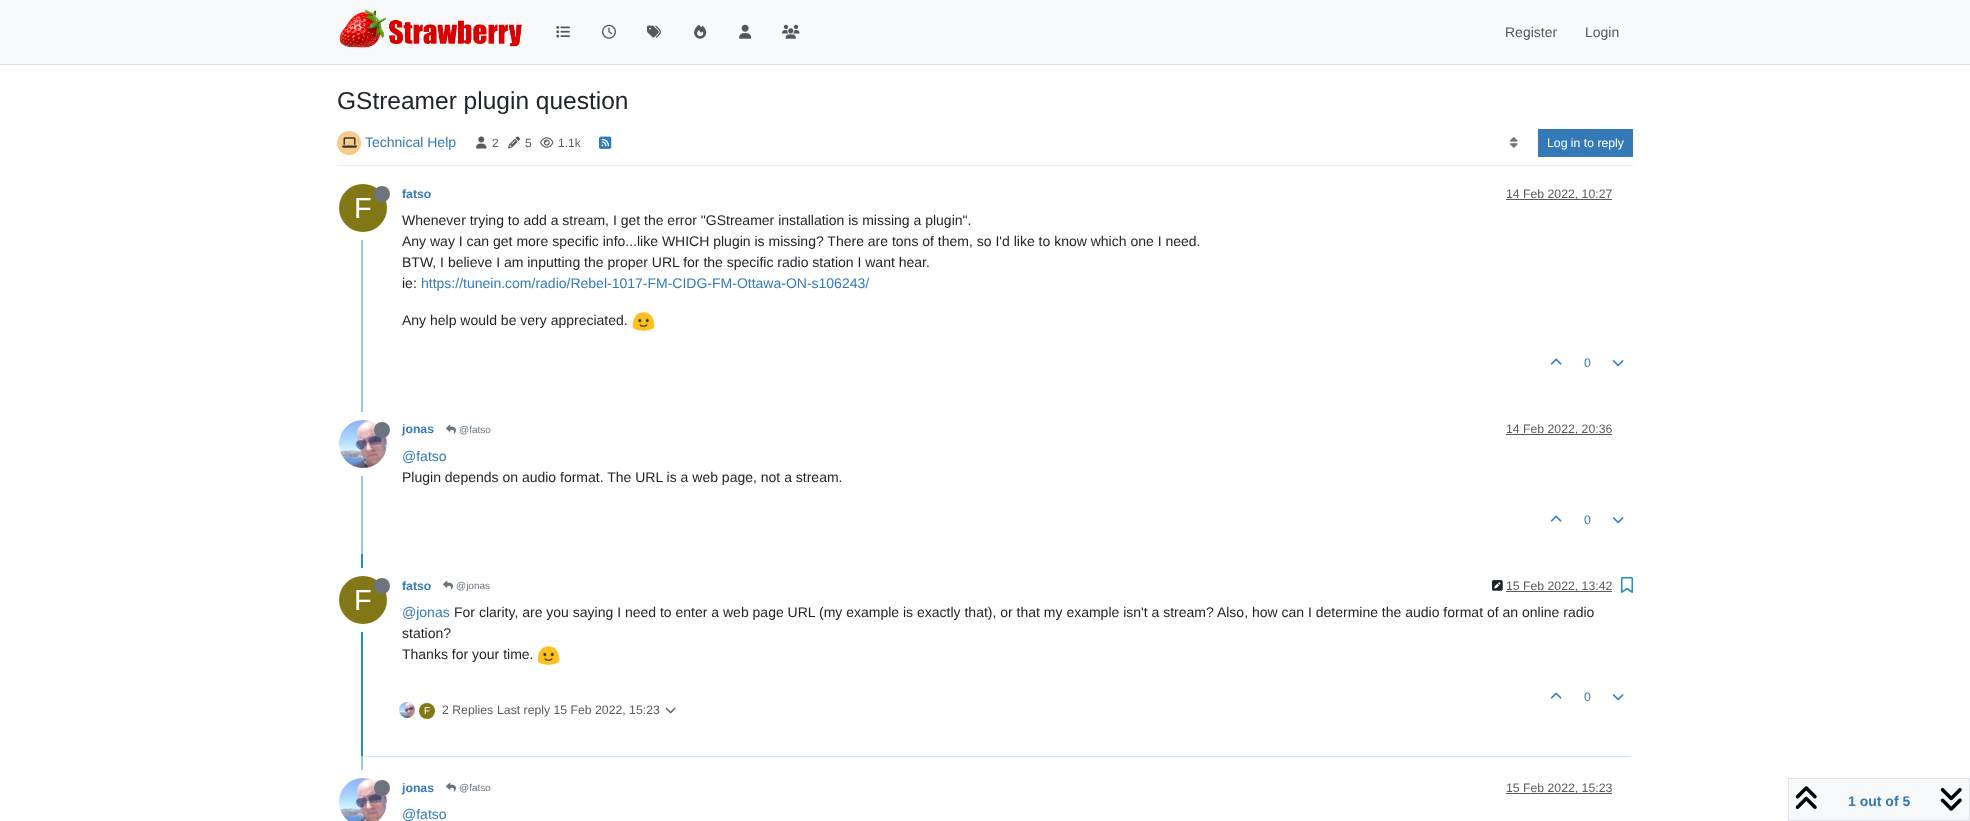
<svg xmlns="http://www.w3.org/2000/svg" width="1970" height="821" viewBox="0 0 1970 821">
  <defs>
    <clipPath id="clip1"><rect x="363" y="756" width="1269" height="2"/></clipPath>
  </defs>
  <rect width="100%" height="100%" fill="rgb(255,255,255)"/>
  <rect x="0" y="0" width="1970" height="64" fill="rgb(248,249,250)"/>
  <rect x="0" y="64" width="1970" height="1" fill="rgb(222,226,230)"/>
  <image x="339" y="9" width="183" height="39" href="pic1.png"/>
  <image x="556" y="26" width="14" height="12" href="pic2.png"/>
  <image x="602" y="24" width="14" height="15" href="pic3.png"/>
  <image x="647" y="25" width="14" height="13" href="pic4.png"/>
  <image x="694" y="24" width="13" height="15" href="pic5.png"/>
  <image x="739" y="24" width="13" height="15" href="pic6.png"/>
  <image x="782" y="24" width="18" height="15" href="pic7.png"/>
  <g font-family="Liberation Sans" font-size="14" fill="rgb(87,87,88)">
    <text x="1505" y="37">Register</text>
    <text x="1585" y="37">Login</text>
  </g>
  <text x="337" y="109" font-family="Liberation Sans" font-size="24.5" fill="rgb(33,37,41)">GStreamer plugin question</text>
  <rect x="337" y="165" width="1296" height="1" fill="rgb(233,236,239)"/>
  <circle cx="349" cy="143" r="12" fill="rgb(247,202,136)"/>
  <image x="342" y="137" width="15" height="11" href="pic8.png"/>
  <text x="365" y="147" font-family="Liberation Sans" font-size="14" fill="rgb(51,122,183)">Technical Help</text>
  <image x="476" y="136" width="11" height="13" href="pic9.png"/>
  <text x="492" y="147" font-family="Liberation Sans" font-size="12" fill="rgb(88,91,94)">2</text>
  <image x="508" y="136" width="12" height="13" href="pic10.png"/>
  <text x="525" y="147" font-family="Liberation Sans" font-size="12" fill="rgb(88,91,94)">5</text>
  <image x="540" y="137" width="14" height="11" href="pic11.png"/>
  <text x="558" y="147" font-family="Liberation Sans" font-size="12" fill="rgb(88,91,94)">1.1k</text>
  <image x="599" y="136" width="13" height="13" href="pic12.png"/>
  <image x="1510" y="137" width="8" height="11" href="pic13.png"/>
  <rect x="1538" y="129" width="95" height="28" fill="rgb(51,122,183)"/>
  <text x="1547" y="147" font-family="Liberation Sans" font-size="12.25" fill="rgb(255,255,255)">Log in to reply</text>
  <rect x="361" y="182" width="2" height="372" fill="rgb(160,196,228)"/>
  <text x="402" y="198" font-family="Liberation Sans" font-size="12.25" font-weight="bold" fill="rgb(51,122,183)">fatso</text>
  <rect x="1506" y="199" width="106" height="1" fill="rgb(89,92,95)"/>
  <text x="1506" y="198" font-family="Liberation Sans" font-size="12.25" fill="rgb(88,91,94)">14 Feb 2022, 10:27</text>
  <circle cx="363" cy="208" r="28" fill="none" stroke="rgb(255,255,255)" stroke-width="8"/>
  <circle cx="363" cy="208" r="24" fill="rgb(130,119,23)"/>
  <path d="M382 202C392.5 202 392.5 186 382 186C371.5 186 371.5 202 382 202Z" fill="rgb(108,117,125)"/>
  <text x="354" y="218" font-family="Liberation Sans" font-size="29" fill="rgb(255,255,255)">F</text>
  <g font-family="Liberation Sans" font-size="14" fill="rgb(33,37,41)">
    <text>
      <tspan x="402" y="225">Whenever trying to add a stream, I get the error "GStreamer installation is missing a plugin".</tspan>
      <tspan x="402" y="246">Any way I can get more specific info...like WHICH plugin is missing? There are tons of them, so I'd like to know which one I need.</tspan>
      <tspan x="402" y="267">BTW, I believe I am inputting the proper URL for the specific radio station I want hear.</tspan>
      <tspan x="402" y="288">ie:</tspan>
    </text>
  </g>
  <text x="421" y="288" font-family="Liberation Sans" font-size="14" fill="rgb(51,122,183)">https://tunein.com/radio/Rebel-1017-FM-CIDG-FM-Ottawa-ON-s106243/</text>
  <text x="402" y="325" font-family="Liberation Sans" font-size="14" fill="rgb(33,37,41)">Any help would be very appreciated.</text>
  <image x="632" y="312" width="23" height="19" href="pic14.png"/>
  <image x="1550" y="358" width="12" height="7" href="pic15.png"/>
  <text x="1584" y="367" font-family="Liberation Sans" font-size="12.25" fill="rgb(51,122,183)">0</text>
  <image x="1612" y="360" width="12" height="7" href="pic16.png"/>
  <circle cx="363" cy="444" r="28" fill="none" stroke="rgb(255,255,255)" stroke-width="8"/>
  <image x="339" y="420" width="48" height="48" href="pic17.png"/>
  <path d="M382 438C392.5 438 392.5 422 382 422C371.5 422 371.5 438 382 438Z" fill="rgb(108,117,125)"/>
  <text x="402" y="433" font-family="Liberation Sans" font-size="12.25" font-weight="bold" fill="rgb(51,122,183)">jonas</text>
  <image x="446" y="424" width="10" height="10" href="pic18.png"/>
  <text x="459" y="433" font-family="Liberation Sans" font-size="10" fill="rgb(108,117,125)">@fatso</text>
  <rect x="1506" y="434" width="106" height="1" fill="rgb(89,92,95)"/>
  <text x="1506" y="433" font-family="Liberation Sans" font-size="12.25" fill="rgb(88,91,94)">14 Feb 2022, 20:36</text>
  <text x="402" y="461" font-family="Liberation Sans" font-size="14" fill="rgb(51,122,183)">@fatso</text>
  <text x="402" y="482" font-family="Liberation Sans" font-size="14" fill="rgb(33,37,41)">Plugin depends on audio format. The URL is a web page, not a stream.</text>
  <image x="1550" y="515" width="12" height="7" href="pic15.png"/>
  <text x="1584" y="524" font-family="Liberation Sans" font-size="12.25" fill="rgb(51,122,183)">0</text>
  <image x="1612" y="517" width="12" height="7" href="pic16.png"/>
  <g clip-path="url(#clip1)">
    <rect x="363" y="558" width="1268" height="198" fill="rgb(91,192,222)" filter="blur(1px)"/>
  </g>
  <rect x="361" y="554" width="2" height="202" fill="rgb(35,144,176)"/>
  <text x="402" y="590" font-family="Liberation Sans" font-size="12.25" font-weight="bold" fill="rgb(51,122,183)">fatso</text>
  <image x="443" y="580" width="10" height="10" href="pic18.png"/>
  <text x="456" y="589" font-family="Liberation Sans" font-size="10" fill="rgb(108,117,125)">@jonas</text>
  <image x="1492" y="580" width="11" height="11" href="pic19.png"/>
  <rect x="1506" y="591" width="106" height="1" fill="rgb(89,92,95)"/>
  <text x="1506" y="590" font-family="Liberation Sans" font-size="12.25" fill="rgb(88,91,94)">15 Feb 2022, 13:42</text>
  <image x="1621" y="577" width="12" height="16" href="pic20.png"/>
  <circle cx="363" cy="600" r="28" fill="none" stroke="rgb(255,255,255)" stroke-width="8"/>
  <circle cx="363" cy="600" r="24" fill="rgb(130,119,23)"/>
  <path d="M382 594C392.5 594 392.5 578 382 578C371.5 578 371.5 594 382 594Z" fill="rgb(108,117,125)"/>
  <text x="354" y="610" font-family="Liberation Sans" font-size="29" fill="rgb(255,255,255)">F</text>
  <text x="402" y="617" font-family="Liberation Sans" font-size="14" fill="rgb(51,122,183)">@jonas</text>
  <g font-family="Liberation Sans" font-size="14" fill="rgb(33,37,41)">
    <text x="454" y="617">For clarity, are you saying I need to enter a web page URL (my example is exactly that), or that my example isn't a stream? Also, how can I determine the audio format of an online radio</text>
    <text>
      <tspan x="402" y="638">station?</tspan>
      <tspan x="402" y="659">Thanks for your time.</tspan>
    </text>
  </g>
  <image x="537" y="646" width="23" height="19" href="pic14.png"/>
  <image x="1550" y="692" width="12" height="7" href="pic15.png"/>
  <text x="1584" y="701" font-family="Liberation Sans" font-size="12.25" fill="rgb(51,122,183)">0</text>
  <image x="1612" y="694" width="12" height="7" href="pic16.png"/>
  <image x="399" y="702" width="16" height="16" href="pic21.png"/>
  <circle cx="427" cy="711" r="8" fill="rgb(130,119,23)"/>
  <text x="424" y="714" font-family="Liberation Sans" font-size="10" fill="rgb(255,255,255)">F</text>
  <g font-family="Liberation Sans" font-size="12.25" fill="rgb(88,91,94)">
    <text x="442" y="714">2 Replies</text>
    <text x="497" y="714">Last reply 15 Feb 2022, 15:23</text>
  </g>
  <image x="665" y="707" width="11" height="7" href="pic22.png"/>
  <rect x="361" y="756" width="2" height="23" fill="rgb(160,196,228)"/>
  <circle cx="363" cy="802" r="28" fill="none" stroke="rgb(255,255,255)" stroke-width="8"/>
  <image x="339" y="778" width="48" height="43" href="pic23.png"/>
  <path d="M382 796C392.5 796 392.5 780 382 780C371.5 780 371.5 796 382 796Z" fill="rgb(108,117,125)"/>
  <text x="402" y="792" font-family="Liberation Sans" font-size="12.25" font-weight="bold" fill="rgb(51,122,183)">jonas</text>
  <image x="446" y="782" width="10" height="10" href="pic18.png"/>
  <text x="459" y="791" font-family="Liberation Sans" font-size="10" fill="rgb(108,117,125)">@fatso</text>
  <rect x="1506" y="793" width="106" height="1" fill="rgb(89,92,95)"/>
  <text x="1506" y="792" font-family="Liberation Sans" font-size="12.25" fill="rgb(88,91,94)">15 Feb 2022, 15:23</text>
  <text x="402" y="819" font-family="Liberation Sans" font-size="14" fill="rgb(51,122,183)">@fatso</text>
  <rect x="1788.5" y="778.5" width="181" height="42" fill="rgb(248,249,250)" stroke="rgb(222,226,230)"/>
  <image x="1795" y="786" width="22" height="23" href="pic24.png"/>
  <text x="1848" y="806" font-family="Liberation Sans" font-size="14" font-weight="bold" fill="rgb(51,122,183)">1 out of 5</text>
  <image x="1940" y="788" width="22" height="23" href="pic25.png"/>
</svg>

-------------------------

From the data above, copy every line where "jonas" appears.

  <text x="402" y="433" font-family="Liberation Sans" font-size="12.25" font-weight="bold" fill="rgb(51,122,183)">jonas</text>
  <text x="456" y="589" font-family="Liberation Sans" font-size="10" fill="rgb(108,117,125)">@jonas</text>
  <text x="402" y="617" font-family="Liberation Sans" font-size="14" fill="rgb(51,122,183)">@jonas</text>
  <text x="402" y="792" font-family="Liberation Sans" font-size="12.25" font-weight="bold" fill="rgb(51,122,183)">jonas</text>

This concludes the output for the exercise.